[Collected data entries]
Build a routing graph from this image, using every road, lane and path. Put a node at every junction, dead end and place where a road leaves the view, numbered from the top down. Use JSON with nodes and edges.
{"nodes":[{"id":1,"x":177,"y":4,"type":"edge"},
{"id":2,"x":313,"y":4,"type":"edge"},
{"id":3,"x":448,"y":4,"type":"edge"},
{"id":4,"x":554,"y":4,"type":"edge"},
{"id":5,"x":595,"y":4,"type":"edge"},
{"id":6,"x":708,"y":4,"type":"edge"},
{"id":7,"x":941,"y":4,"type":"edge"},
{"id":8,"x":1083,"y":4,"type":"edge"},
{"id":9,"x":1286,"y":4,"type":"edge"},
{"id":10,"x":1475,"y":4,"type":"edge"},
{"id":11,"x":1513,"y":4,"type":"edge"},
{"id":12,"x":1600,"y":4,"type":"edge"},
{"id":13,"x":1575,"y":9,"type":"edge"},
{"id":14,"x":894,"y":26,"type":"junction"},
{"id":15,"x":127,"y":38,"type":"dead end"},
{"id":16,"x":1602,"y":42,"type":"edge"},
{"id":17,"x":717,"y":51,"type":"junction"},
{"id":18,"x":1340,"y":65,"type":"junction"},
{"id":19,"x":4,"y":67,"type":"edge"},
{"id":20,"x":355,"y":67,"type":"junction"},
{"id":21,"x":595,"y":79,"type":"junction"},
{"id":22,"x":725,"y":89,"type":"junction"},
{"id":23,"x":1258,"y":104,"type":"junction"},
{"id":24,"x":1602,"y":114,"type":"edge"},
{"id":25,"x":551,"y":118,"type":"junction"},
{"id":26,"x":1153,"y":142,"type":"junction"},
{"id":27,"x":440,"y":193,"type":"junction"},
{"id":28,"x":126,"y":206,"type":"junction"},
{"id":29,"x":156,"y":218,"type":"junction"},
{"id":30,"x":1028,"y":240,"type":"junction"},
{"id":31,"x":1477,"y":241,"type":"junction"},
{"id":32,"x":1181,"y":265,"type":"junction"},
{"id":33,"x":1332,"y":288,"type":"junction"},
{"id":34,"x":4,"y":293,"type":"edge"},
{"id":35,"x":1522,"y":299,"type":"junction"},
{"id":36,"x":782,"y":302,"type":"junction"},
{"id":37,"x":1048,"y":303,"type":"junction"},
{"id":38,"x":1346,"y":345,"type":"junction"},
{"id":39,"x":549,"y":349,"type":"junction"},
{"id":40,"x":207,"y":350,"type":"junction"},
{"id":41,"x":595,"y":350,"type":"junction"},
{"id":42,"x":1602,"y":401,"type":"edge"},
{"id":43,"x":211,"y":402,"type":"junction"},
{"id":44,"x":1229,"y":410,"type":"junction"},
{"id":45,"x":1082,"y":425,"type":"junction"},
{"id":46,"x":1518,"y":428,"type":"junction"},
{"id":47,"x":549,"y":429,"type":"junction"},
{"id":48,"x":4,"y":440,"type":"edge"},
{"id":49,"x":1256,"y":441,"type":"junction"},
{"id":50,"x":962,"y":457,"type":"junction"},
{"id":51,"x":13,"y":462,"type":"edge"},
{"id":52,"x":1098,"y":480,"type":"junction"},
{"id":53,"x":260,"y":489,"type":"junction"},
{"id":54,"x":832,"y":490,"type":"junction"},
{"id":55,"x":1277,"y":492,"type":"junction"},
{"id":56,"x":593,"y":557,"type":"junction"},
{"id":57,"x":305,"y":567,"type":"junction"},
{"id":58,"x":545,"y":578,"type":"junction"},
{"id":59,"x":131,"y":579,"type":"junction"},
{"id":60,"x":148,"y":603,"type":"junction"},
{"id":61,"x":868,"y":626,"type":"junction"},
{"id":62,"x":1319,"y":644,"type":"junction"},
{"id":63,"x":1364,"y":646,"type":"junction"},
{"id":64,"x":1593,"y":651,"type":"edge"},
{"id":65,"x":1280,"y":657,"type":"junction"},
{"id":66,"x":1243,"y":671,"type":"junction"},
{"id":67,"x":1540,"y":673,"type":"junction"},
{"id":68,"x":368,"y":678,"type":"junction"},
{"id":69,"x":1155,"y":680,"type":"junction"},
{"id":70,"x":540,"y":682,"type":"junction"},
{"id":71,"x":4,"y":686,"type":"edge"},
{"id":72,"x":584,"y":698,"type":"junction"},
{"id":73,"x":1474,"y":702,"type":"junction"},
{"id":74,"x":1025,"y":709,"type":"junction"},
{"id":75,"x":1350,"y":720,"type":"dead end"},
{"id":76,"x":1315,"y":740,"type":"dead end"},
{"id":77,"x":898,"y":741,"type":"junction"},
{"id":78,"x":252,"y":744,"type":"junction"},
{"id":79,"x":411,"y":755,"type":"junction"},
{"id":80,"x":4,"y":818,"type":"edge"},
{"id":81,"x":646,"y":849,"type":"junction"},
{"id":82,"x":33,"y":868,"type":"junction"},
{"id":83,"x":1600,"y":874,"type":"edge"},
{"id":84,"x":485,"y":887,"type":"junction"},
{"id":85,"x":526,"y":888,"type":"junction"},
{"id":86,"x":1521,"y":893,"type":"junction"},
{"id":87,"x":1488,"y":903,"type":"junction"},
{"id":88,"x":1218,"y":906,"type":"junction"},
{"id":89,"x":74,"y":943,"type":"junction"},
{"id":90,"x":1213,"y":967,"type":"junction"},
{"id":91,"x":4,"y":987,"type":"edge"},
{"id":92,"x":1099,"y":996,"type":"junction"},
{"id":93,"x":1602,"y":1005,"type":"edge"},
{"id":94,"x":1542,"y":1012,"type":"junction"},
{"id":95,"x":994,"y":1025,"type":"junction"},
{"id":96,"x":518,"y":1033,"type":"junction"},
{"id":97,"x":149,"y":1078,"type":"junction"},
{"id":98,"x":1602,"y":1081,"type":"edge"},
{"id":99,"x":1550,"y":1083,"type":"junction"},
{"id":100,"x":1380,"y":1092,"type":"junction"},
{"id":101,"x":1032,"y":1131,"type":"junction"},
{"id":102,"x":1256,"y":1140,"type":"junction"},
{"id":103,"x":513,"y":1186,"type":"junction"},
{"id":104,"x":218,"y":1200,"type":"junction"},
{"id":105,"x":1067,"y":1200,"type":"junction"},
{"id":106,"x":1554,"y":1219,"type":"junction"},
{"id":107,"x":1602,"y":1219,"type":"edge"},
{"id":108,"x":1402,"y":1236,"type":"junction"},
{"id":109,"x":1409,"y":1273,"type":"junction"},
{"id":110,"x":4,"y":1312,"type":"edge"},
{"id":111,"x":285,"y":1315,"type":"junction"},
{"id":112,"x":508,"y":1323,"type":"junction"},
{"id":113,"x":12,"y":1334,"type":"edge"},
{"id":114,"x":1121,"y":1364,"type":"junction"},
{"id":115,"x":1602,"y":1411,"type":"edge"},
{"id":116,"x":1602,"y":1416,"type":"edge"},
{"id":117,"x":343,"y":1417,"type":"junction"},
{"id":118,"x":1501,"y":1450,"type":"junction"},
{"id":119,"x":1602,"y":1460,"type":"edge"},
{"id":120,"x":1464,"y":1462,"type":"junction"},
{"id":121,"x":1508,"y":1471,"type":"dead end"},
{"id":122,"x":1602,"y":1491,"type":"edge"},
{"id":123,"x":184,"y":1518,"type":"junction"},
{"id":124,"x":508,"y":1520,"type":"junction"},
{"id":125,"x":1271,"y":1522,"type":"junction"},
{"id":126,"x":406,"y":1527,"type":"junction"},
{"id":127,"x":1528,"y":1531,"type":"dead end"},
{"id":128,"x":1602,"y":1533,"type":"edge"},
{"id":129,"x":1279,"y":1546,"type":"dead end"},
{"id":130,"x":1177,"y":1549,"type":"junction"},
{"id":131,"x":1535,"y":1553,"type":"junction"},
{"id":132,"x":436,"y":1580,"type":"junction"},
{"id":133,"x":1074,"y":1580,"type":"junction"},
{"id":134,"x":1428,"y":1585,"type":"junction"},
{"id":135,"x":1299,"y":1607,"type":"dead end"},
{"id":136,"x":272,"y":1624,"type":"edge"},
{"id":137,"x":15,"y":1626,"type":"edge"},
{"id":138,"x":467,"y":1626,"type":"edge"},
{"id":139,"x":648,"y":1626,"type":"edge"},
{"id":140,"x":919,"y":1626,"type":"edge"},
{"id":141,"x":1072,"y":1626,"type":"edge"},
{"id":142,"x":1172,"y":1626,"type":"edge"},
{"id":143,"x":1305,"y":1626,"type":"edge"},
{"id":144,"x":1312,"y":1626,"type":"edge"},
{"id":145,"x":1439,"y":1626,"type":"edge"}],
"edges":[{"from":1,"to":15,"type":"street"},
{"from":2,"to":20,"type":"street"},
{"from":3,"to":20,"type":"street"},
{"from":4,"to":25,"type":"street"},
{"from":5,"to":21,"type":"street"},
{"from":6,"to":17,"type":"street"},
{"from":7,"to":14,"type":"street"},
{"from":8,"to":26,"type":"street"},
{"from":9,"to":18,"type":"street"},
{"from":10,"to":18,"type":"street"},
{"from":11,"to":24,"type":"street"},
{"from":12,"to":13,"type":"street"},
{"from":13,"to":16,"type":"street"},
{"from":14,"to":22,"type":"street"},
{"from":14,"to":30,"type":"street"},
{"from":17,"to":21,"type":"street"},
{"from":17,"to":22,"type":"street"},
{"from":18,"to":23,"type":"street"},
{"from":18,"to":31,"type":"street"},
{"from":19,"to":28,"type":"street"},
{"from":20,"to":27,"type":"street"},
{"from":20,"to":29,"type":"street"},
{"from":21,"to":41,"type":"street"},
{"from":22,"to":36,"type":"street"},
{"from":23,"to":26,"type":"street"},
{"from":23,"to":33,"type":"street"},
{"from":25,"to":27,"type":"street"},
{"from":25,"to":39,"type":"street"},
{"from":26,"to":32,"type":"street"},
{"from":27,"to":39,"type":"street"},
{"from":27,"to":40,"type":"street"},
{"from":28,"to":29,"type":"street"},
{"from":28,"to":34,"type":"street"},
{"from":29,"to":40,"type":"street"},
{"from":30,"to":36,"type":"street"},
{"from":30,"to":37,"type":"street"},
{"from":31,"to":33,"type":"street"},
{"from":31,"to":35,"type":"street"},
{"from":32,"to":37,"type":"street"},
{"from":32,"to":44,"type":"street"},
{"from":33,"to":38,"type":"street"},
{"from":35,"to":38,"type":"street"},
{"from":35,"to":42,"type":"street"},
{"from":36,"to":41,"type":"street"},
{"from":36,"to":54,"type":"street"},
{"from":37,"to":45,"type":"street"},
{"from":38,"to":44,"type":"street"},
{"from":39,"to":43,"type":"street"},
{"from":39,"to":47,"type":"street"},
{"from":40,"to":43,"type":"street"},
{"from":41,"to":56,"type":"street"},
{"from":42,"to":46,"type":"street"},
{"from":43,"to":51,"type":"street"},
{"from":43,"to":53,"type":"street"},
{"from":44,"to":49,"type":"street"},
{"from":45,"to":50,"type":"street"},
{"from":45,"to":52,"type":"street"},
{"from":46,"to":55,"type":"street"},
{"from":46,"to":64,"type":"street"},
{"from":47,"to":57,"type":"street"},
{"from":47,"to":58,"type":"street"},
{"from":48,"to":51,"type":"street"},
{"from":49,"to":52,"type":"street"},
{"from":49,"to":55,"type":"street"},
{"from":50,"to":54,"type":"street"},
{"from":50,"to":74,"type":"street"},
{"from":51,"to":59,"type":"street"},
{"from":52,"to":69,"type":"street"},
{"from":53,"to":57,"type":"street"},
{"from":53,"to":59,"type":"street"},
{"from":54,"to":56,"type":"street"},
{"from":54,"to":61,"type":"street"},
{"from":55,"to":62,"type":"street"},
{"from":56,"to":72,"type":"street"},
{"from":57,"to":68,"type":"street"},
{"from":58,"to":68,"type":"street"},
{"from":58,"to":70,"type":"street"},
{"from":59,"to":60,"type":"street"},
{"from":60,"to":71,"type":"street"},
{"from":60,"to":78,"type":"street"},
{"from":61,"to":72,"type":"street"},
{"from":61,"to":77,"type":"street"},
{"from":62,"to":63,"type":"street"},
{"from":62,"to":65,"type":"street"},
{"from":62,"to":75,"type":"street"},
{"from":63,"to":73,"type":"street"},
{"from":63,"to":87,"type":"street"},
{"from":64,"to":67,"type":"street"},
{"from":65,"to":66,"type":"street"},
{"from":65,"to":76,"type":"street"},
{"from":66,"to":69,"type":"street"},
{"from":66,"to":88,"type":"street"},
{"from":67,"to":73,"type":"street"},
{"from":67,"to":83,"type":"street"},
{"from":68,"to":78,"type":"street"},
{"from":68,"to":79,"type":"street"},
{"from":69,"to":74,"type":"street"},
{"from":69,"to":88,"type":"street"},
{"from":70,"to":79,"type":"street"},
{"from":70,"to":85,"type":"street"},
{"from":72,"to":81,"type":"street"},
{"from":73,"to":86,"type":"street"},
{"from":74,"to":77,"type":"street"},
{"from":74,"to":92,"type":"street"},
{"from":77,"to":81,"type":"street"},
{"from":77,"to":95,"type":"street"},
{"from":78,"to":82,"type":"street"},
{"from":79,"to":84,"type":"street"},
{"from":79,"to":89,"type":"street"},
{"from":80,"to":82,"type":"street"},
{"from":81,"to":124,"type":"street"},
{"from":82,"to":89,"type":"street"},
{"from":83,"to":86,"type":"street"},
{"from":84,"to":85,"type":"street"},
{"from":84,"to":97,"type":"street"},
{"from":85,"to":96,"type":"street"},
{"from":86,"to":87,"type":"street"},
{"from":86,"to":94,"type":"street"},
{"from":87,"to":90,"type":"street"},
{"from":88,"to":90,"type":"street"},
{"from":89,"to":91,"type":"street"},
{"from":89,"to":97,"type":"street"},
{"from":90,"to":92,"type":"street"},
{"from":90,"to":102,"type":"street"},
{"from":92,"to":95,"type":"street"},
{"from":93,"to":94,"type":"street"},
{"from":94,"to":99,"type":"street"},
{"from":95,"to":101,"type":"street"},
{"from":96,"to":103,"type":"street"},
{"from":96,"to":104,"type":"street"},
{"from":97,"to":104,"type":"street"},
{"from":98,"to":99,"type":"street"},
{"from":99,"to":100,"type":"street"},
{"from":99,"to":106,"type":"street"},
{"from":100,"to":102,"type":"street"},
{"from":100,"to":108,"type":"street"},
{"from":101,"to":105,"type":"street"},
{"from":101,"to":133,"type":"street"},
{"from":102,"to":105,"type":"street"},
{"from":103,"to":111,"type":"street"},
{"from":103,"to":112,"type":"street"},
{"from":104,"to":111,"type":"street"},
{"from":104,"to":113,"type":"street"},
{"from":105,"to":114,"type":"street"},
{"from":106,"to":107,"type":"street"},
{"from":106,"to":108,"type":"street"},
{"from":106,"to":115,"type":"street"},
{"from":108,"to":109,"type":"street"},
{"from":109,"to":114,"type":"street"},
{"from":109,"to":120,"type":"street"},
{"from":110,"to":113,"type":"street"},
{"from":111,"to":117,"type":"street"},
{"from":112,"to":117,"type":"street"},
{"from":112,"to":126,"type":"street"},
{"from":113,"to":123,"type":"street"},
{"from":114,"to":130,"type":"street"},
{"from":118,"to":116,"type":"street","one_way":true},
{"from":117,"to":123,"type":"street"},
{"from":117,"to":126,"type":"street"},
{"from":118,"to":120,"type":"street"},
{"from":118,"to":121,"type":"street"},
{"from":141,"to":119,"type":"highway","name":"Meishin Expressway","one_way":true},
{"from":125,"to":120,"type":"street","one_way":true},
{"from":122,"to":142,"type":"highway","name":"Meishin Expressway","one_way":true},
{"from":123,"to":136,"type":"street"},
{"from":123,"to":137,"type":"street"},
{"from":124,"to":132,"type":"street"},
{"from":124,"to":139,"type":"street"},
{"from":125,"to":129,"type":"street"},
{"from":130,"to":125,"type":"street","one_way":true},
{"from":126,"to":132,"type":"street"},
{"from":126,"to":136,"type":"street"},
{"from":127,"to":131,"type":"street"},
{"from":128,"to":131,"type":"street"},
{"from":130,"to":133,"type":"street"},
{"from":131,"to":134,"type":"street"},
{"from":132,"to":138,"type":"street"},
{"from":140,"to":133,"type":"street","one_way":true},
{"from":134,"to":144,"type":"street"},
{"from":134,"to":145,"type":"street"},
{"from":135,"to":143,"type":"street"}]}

• **WHAT YOU NEED TO DO**
Copy all lines from the data above that contain the word "edges".

• **REPLY**
Build a routing graph from this image, using every road, lane and path. Put a node at every junction, dead end and place where a road leaves the view, numbered from the top down. Use JSON with nodes and edges.
"edges":[{"from":1,"to":15,"type":"street"},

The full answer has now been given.